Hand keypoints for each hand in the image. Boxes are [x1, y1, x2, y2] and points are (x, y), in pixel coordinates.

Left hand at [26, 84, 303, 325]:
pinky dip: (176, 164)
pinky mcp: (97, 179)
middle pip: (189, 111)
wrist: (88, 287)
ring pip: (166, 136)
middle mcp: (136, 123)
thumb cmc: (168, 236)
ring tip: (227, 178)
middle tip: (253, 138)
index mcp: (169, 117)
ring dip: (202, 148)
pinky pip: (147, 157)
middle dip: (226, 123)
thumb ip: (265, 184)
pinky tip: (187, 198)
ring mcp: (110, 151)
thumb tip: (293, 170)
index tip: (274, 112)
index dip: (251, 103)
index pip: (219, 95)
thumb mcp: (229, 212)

...

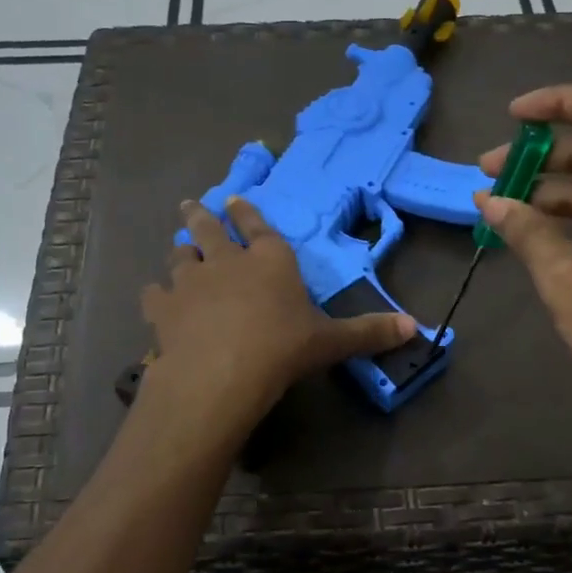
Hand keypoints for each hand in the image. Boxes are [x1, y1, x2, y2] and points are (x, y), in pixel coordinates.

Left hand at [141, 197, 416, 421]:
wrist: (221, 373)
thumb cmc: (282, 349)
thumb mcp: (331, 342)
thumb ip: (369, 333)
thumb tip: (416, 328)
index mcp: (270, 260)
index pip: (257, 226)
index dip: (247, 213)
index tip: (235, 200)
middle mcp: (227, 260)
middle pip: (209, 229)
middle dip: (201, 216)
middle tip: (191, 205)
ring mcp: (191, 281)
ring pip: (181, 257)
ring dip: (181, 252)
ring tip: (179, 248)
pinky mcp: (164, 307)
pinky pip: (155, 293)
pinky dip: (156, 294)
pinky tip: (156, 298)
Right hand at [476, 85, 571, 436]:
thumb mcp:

* _ASSIGNMENT_: Only the lines above from the line containing "thumb ip: (265, 184)" through the line containing "thumb mcp: (229, 212)" should be retyped, exactly and with both ends included.

* _RESPONSE_:
thumb ip: (265, 184)
pinky tip: (187, 198)
ring mcp: (110, 151)
thumb tip: (293, 170)
index tip: (274, 112)
index dip: (251, 103)
index pip: (219, 95)
thumb mcp: (229, 212)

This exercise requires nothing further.